Anti-Pattern: Optional Dependencies (❌ Avoid)

python
# ❌ BAD: Optional dependency with default factory
class StatisticsService:
    def __init__(
        self,
        repo: str,
        metadata_service: MetadataService,
        base_branch: str = "main",
        project_repository: Optional[ProjectRepository] = None  # ❌ Optional
    ):
        self.repo = repo
        self.metadata_service = metadata_service
        self.base_branch = base_branch
        # ❌ Hidden object creation - magic happens here
        self.project_repository = project_repository or ProjectRepository(repo)

Problems with this approach:

  • Hidden dependencies: Not obvious that ProjectRepository is required
  • Configuration ambiguity: Unclear if None means "use default" or "not needed"
  • Testing confusion: Tests still need to pass mocks explicitly, so optionality provides no benefit
  • Dangerous defaults: If caller forgets to pass it, they get an unintended default silently
  • Hard to reason about: "Is this actually optional or just convenient?"
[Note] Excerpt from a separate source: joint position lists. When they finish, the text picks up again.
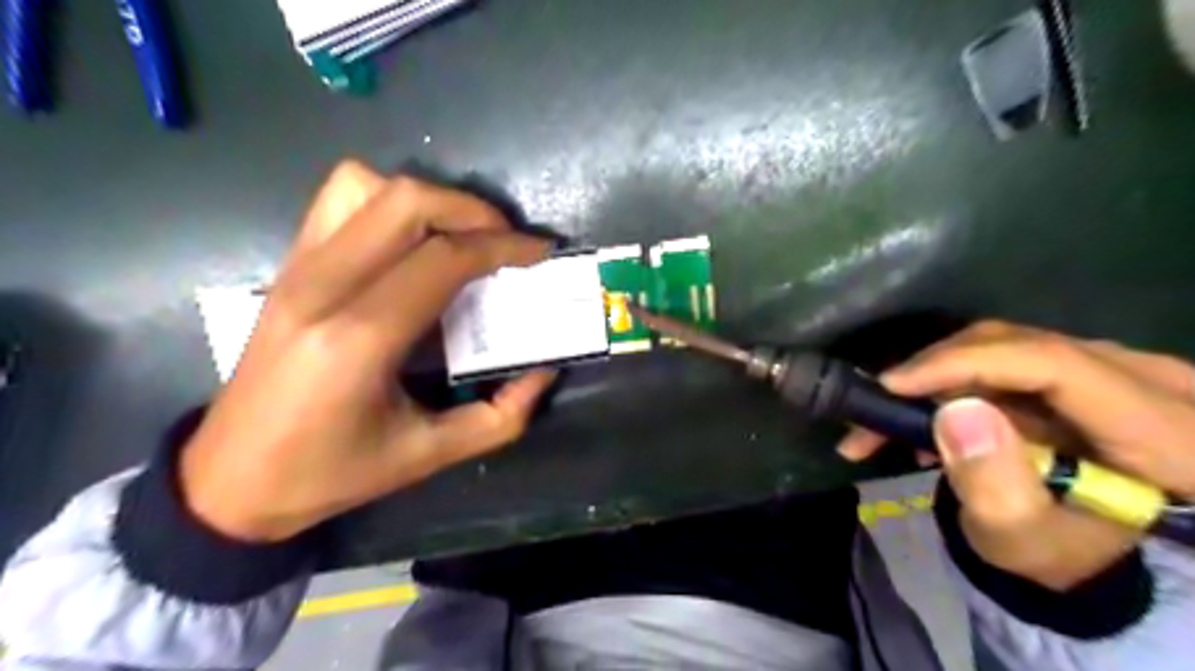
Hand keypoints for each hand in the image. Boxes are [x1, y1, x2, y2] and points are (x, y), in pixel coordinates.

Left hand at [179, 161, 559, 545]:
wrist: (231, 478)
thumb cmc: (331, 474)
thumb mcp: (429, 456)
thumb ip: (500, 416)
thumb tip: (544, 371)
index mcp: (359, 339)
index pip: (443, 259)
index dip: (502, 247)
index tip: (539, 253)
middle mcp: (323, 287)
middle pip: (408, 203)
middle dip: (473, 211)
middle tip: (507, 242)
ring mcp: (297, 269)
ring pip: (368, 186)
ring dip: (429, 201)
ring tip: (461, 236)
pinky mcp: (288, 266)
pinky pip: (339, 200)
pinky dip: (387, 201)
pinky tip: (411, 239)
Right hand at [834, 319, 1193, 586]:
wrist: (1081, 547)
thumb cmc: (1055, 553)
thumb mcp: (1021, 539)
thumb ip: (994, 485)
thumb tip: (954, 412)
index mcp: (1166, 433)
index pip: (1053, 364)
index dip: (964, 364)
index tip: (892, 387)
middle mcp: (1149, 380)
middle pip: (1018, 345)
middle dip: (934, 373)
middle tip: (874, 409)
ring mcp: (1114, 365)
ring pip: (1000, 344)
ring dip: (933, 378)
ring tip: (884, 421)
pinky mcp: (1077, 363)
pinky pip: (1000, 354)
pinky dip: (949, 380)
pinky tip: (919, 415)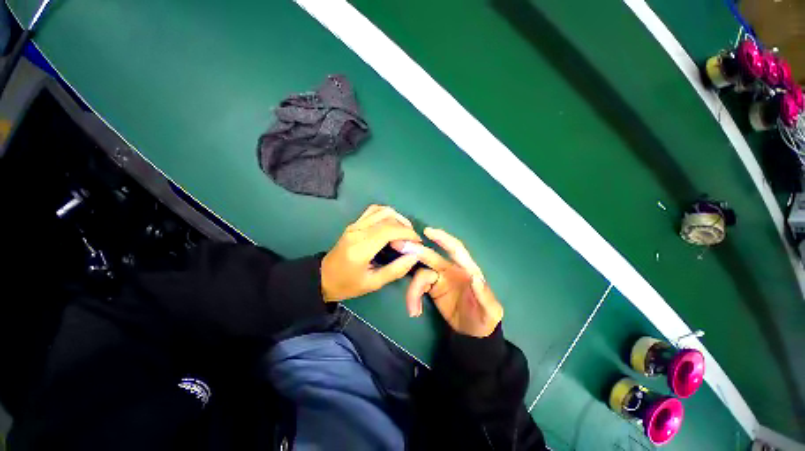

Recommended Pattern: Required Dependencies (✅ Use This)

python
# ✅ GOOD: Required dependency - explicit and clear
class StatisticsService:
    def __init__(
        self,
        repo: str,
        metadata_service: MetadataService,
        project_repository: ProjectRepository,  # ✅ Required, no default
        base_branch: str = "main"
    ):
        """Initialize the statistics service

        Args:
            repo: GitHub repository (owner/name)
            metadata_service: MetadataService instance for accessing metadata
            project_repository: ProjectRepository instance for loading project data
            base_branch: Base branch to fetch specs from (default: "main")
        """
        self.repo = repo
        self.metadata_service = metadata_service
        self.project_repository = project_repository  # ✅ Direct assignment
        self.base_branch = base_branch

In production code:

python
# ✅ Explicit dependency creation at call site
metadata_store = GitHubMetadataStore(repo)
metadata_service = MetadataService(metadata_store)
project_repository = ProjectRepository(repo)  # ✅ Caller creates it
statistics_service = StatisticsService(
    repo,
    metadata_service,
    project_repository,  # ✅ Explicitly passed
    base_branch
)

In tests:

python
# ✅ Tests explicitly pass mocks
mock_metadata_service = Mock()
mock_project_repo = Mock()  # ✅ Must create mock
service = StatisticsService(
    "owner/repo",
    mock_metadata_service,
    mock_project_repo,  # ✅ Explicitly mocked
    base_branch="main"
)

Benefits of Required Dependencies

Explicit dependencies: Constructor signature shows exactly what the class needs

No hidden behavior: No magic object creation - what you see is what you get

Clear ownership: Caller is responsible for creating dependencies, not the class

Better testing: Forces explicit mocks, making tests clearer

Fail fast: Missing dependency causes immediate error, not silent defaults

Self-documenting: Code clearly shows all required collaborators

When Optional Parameters Are Acceptable

Optional parameters are acceptable only when they represent:

  1. Truly optional behavior: Feature flags or optional enhancements

    python
    def send_notification(message: str, priority: Optional[str] = None):
        # Priority is genuinely optional - default is "normal"
    
  2. Optional filters or constraints: Narrowing a query

    python
    def collect_statistics(config_path: Optional[str] = None):
        # None means "all projects", not "use default config"
    
  3. Backward compatibility: When adding new parameters to existing APIs

    python
    def legacy_method(required: str, new_param: Optional[str] = None):
        # Added for backward compatibility with existing callers
    

Never use optional for:

  • Dependencies/services (use required parameters)
  • Configuration that should flow from the caller
  • Cases where None has ambiguous meaning

Principle: Fail Fast - Avoid Silent Failures

When a value is missing, invalid, or unexpected, raise an exception rather than silently returning empty data structures or default values. Missing values are often errors that should be surfaced, not hidden.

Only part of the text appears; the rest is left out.